# [STUDY MATERIAL]

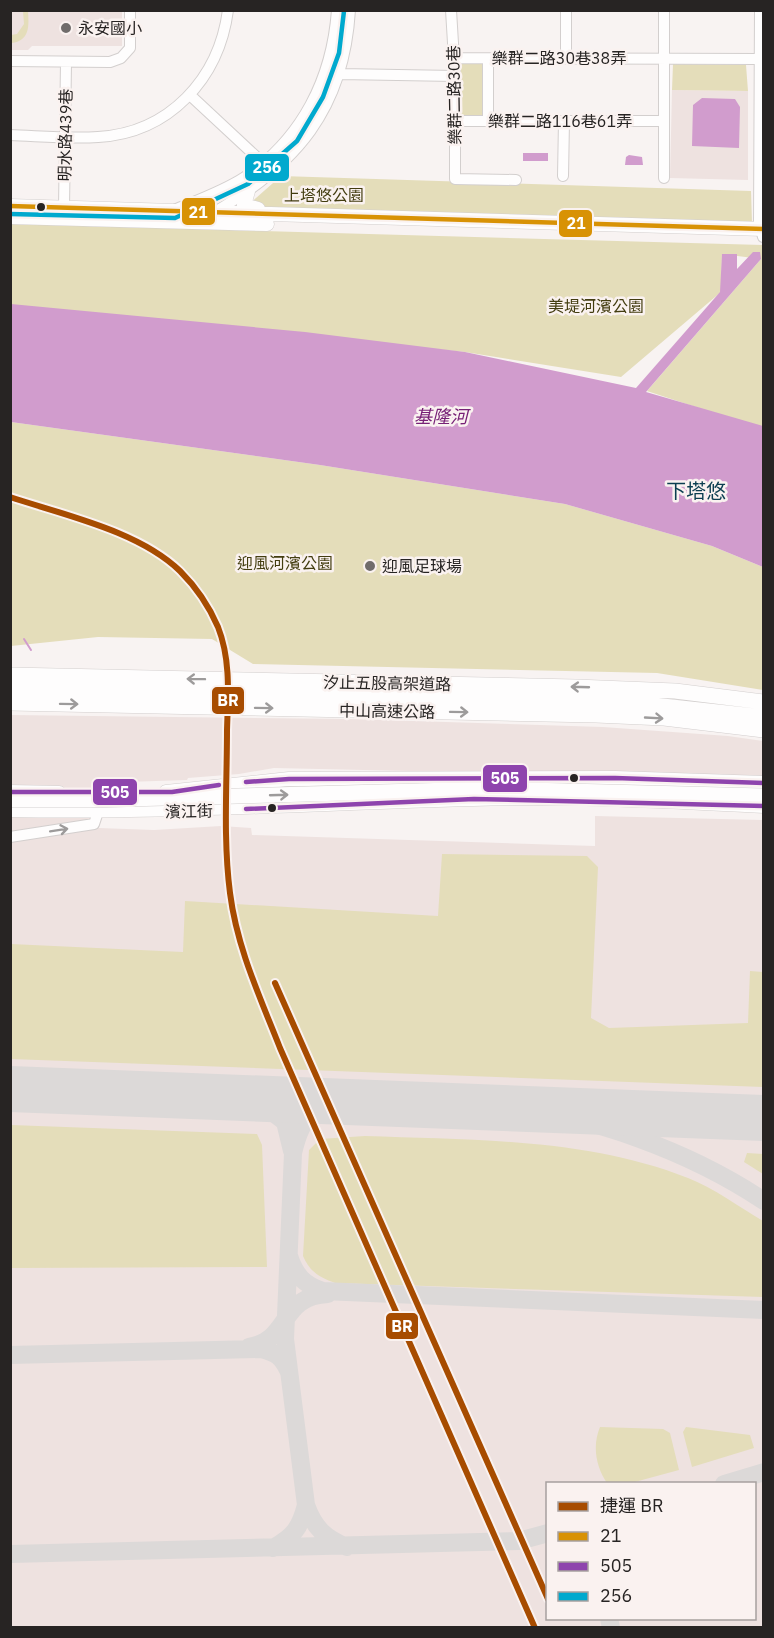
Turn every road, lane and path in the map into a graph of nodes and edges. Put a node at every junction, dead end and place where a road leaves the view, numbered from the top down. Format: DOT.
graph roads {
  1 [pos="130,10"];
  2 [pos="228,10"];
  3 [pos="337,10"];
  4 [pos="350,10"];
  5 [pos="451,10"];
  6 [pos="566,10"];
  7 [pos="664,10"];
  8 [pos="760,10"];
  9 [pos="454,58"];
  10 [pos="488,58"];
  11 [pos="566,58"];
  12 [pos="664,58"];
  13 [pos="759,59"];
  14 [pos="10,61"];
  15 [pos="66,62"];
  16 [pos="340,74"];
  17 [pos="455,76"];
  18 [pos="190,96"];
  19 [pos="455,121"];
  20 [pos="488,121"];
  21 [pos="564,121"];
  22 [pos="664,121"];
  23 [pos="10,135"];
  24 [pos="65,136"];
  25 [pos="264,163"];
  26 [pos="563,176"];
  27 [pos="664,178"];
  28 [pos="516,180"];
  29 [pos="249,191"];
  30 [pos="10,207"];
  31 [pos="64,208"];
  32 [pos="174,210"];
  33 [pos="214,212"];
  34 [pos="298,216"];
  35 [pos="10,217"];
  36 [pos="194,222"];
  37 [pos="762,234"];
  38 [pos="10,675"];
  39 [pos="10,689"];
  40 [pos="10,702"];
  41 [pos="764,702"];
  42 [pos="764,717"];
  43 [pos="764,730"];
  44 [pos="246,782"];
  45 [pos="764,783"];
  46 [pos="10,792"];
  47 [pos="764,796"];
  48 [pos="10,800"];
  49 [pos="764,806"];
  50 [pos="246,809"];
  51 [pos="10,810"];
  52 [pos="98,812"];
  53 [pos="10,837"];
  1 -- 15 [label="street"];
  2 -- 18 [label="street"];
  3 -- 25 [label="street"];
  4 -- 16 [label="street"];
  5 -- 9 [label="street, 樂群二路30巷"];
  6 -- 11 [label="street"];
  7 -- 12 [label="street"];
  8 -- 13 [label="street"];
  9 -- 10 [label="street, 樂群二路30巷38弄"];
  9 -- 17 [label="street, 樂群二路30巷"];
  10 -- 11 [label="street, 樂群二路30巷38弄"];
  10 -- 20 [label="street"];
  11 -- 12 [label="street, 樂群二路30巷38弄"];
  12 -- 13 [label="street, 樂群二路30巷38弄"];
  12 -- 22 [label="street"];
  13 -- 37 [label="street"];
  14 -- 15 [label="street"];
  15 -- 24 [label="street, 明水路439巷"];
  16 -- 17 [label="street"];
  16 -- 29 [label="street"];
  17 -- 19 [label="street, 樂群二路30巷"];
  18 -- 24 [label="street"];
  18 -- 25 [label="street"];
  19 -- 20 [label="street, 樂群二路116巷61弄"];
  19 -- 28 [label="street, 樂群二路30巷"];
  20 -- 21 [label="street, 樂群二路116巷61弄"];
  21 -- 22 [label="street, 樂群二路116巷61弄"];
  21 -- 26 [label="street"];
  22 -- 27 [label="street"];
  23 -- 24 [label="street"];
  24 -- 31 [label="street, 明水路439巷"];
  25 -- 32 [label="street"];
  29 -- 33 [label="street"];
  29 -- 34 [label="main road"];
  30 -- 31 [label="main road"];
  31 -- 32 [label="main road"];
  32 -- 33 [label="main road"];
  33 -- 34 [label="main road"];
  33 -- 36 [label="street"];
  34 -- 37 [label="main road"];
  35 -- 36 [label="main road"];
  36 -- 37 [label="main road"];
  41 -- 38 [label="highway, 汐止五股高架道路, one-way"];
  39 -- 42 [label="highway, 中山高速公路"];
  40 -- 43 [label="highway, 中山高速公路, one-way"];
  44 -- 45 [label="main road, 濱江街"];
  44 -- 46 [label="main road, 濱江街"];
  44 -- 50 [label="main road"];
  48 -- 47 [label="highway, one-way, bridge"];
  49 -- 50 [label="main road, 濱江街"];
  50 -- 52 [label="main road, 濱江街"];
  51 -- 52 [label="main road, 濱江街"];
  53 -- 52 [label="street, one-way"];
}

==

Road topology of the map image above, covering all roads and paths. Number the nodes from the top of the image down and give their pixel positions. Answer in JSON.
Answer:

* * *

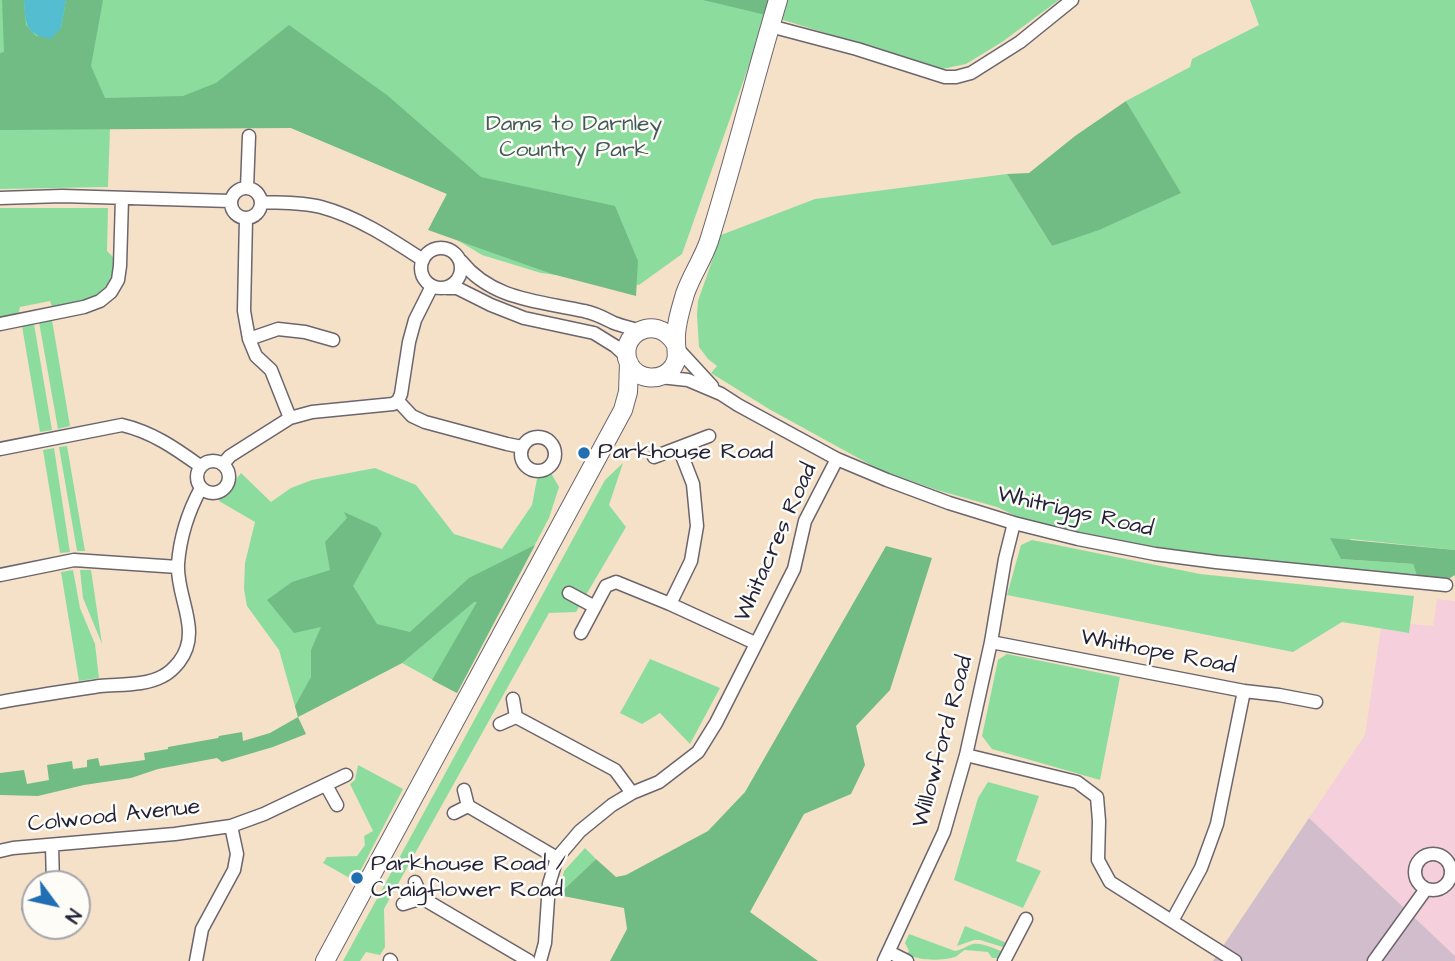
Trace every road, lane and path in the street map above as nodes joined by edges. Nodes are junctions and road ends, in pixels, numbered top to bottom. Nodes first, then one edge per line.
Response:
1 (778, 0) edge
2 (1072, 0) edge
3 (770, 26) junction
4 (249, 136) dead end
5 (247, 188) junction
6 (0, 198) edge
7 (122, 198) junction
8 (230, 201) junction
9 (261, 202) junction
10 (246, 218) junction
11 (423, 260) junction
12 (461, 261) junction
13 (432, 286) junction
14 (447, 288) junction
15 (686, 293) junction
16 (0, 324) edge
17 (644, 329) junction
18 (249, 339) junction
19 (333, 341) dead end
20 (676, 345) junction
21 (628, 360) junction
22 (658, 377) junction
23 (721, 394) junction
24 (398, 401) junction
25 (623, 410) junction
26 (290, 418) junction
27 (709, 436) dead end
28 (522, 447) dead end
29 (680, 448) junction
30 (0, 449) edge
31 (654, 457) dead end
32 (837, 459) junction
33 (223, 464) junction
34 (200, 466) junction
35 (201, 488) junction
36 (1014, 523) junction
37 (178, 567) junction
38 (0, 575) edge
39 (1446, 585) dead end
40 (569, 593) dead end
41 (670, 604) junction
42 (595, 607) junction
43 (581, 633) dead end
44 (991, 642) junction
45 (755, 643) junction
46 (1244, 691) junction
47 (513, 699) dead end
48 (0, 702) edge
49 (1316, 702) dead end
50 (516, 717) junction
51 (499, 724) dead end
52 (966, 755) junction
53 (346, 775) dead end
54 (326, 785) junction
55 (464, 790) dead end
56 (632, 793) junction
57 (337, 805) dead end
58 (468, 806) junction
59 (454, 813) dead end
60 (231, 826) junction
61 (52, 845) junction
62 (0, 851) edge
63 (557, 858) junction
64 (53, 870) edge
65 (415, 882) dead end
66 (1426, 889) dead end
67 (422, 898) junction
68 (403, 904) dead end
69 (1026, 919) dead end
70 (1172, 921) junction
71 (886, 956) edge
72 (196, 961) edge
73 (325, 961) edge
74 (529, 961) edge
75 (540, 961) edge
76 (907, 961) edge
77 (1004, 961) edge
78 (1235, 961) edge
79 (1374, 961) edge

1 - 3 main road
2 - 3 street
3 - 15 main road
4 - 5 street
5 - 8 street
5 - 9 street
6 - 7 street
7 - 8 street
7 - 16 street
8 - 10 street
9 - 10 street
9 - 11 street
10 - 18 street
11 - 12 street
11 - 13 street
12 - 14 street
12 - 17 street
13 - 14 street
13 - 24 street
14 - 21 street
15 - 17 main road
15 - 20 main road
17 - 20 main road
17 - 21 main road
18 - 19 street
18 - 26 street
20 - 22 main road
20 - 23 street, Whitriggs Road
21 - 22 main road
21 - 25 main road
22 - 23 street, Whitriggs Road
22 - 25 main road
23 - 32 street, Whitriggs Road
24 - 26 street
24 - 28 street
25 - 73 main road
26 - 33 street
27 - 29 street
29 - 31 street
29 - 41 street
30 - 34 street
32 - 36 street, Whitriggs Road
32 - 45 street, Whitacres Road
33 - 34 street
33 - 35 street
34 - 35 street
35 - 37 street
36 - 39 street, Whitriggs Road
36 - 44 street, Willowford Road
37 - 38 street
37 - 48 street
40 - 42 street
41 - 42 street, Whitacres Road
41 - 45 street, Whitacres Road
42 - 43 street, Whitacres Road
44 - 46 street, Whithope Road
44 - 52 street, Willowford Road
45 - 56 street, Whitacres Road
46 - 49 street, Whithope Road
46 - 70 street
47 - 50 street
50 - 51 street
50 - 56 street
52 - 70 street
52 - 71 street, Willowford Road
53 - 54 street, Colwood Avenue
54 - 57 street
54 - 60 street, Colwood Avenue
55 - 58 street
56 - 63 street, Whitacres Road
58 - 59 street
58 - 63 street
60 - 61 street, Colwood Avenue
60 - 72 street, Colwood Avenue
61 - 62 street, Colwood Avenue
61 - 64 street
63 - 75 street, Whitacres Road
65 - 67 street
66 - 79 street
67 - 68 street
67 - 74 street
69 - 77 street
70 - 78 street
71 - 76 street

# [GOAL OF THE EXERCISE]
Report each line of the records that holds the word "above".

# [OUTPUT FOR THIS EXERCISE]
Road topology of the map image above, covering all roads and paths. Number the nodes from the top of the image down and give their pixel positions. Answer in JSON.
Trace every road, lane and path in the street map above as nodes joined by edges. Nodes are junctions and road ends, in pixels, numbered top to bottom. Nodes first, then one edge per line.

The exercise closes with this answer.